Since the proposed treatment itself takes advantage of the cellular property of cell adhesion, it can work not only for lung cancer, but also help with the treatment of other solid tumors. Moreover, a cellular vector is used to deliver the main drug in order to prevent potential side effects and increase specificity. This project seeks to develop this line of treatment with the lens of CAR-T, whilst also unlocking new avenues for cancer treatment.

Therefore, the project is driven to solve a standing therapeutic problem, enhance existing therapy, aid vulnerable social groups and initiate application of a nascent tool in cancer.

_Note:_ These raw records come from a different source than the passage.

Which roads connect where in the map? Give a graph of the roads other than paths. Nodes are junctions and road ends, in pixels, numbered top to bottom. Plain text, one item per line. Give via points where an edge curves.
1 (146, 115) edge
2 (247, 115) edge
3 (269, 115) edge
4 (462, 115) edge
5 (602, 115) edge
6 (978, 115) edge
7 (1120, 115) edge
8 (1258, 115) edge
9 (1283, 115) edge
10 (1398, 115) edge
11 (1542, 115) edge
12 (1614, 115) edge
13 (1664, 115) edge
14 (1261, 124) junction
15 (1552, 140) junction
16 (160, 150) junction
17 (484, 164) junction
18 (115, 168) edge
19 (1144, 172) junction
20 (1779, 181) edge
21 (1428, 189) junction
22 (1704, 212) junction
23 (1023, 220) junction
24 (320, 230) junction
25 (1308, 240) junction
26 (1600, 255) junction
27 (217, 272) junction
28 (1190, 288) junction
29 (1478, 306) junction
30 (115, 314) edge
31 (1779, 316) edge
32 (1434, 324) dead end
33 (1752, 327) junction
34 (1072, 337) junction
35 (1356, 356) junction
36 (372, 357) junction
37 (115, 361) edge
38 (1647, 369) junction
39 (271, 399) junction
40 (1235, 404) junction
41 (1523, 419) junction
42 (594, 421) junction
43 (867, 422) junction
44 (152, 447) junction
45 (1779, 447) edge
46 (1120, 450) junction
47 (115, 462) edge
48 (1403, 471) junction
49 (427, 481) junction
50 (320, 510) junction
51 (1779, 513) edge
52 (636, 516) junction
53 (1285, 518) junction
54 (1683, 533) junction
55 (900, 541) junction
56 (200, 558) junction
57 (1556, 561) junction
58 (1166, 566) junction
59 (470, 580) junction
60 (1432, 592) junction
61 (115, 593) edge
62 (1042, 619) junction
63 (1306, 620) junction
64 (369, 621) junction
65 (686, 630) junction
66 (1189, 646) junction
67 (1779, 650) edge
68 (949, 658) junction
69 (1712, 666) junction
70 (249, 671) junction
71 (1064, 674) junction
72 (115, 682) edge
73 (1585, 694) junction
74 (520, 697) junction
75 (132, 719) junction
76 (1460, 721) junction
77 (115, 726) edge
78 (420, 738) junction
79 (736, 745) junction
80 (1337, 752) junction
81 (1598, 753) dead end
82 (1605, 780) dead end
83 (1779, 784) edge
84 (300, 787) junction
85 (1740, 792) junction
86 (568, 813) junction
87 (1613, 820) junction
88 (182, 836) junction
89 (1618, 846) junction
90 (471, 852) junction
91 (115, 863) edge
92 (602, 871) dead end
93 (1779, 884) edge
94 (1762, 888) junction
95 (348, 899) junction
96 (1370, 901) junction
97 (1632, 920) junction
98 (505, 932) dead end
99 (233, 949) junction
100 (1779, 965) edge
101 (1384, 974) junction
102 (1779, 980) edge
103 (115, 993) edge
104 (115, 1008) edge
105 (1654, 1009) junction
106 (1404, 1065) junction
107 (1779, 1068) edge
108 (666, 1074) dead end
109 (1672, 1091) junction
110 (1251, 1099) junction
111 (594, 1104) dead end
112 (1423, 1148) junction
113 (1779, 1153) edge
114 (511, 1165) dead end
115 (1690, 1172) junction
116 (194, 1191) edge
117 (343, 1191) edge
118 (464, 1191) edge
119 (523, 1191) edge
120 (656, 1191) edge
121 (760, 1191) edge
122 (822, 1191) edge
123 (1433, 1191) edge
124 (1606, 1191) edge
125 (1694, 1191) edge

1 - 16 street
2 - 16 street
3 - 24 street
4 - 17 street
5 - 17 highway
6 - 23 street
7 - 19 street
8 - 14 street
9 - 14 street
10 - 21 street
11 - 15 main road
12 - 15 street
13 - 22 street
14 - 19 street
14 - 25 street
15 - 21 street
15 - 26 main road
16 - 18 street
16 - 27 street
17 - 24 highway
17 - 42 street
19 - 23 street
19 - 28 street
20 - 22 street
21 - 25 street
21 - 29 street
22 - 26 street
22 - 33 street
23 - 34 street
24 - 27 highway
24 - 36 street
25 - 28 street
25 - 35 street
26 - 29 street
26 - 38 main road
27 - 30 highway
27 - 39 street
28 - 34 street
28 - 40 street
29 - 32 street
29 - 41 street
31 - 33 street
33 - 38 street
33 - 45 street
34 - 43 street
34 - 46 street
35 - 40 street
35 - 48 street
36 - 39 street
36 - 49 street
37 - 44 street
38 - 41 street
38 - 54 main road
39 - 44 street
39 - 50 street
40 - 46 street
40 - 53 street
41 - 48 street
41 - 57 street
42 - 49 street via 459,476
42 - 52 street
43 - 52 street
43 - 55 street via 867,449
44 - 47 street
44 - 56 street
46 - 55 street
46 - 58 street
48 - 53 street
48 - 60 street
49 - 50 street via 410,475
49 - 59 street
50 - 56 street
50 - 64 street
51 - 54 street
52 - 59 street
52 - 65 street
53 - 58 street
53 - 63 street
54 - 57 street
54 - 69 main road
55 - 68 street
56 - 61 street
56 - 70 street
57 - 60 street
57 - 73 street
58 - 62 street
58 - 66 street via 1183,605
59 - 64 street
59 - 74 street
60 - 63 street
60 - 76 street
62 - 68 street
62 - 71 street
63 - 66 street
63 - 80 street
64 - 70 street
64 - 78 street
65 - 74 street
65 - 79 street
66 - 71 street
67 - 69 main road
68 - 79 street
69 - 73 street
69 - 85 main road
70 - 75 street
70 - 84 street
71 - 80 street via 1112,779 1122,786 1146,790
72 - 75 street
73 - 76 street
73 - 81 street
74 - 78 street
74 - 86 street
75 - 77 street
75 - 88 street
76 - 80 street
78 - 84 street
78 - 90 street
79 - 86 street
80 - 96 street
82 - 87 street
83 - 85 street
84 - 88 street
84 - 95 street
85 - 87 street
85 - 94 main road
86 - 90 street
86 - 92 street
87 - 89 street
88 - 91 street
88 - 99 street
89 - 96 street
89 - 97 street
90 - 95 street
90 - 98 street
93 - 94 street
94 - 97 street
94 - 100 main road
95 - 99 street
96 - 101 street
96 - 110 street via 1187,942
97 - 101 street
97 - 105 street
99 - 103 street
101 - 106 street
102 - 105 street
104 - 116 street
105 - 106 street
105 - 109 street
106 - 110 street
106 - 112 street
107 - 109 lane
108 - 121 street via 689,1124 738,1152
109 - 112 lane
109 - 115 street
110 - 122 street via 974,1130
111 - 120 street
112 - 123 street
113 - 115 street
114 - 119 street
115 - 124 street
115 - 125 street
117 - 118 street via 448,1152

By introducing CAR-T therapy for lung cancer, we offer local communities a cutting-edge treatment modality with the potential to substantially improve patient outcomes. Thus, increasing survival rates, and improving the quality of life for lung cancer patients in our community. Our idea can contribute to the broader field of oncology by stretching the boundaries of CAR-T therapy in lung cancer, paving the way for future advances in CAR-T therapy for other forms of solid tumors. Possibly resulting in a global paradigm shift in cancer treatment. Successful implementation of CAR-T therapy for lung cancer in our local community can have a broader impact on healthcare policies and guidelines. In conclusion, our concept of utilizing CAR-T therapy to treat lung cancer has the potential to enhance treatment options, expand access to advanced therapies, contribute to the global knowledge base, influence healthcare policies, and raise awareness. We aim to foster innovation in order to grow.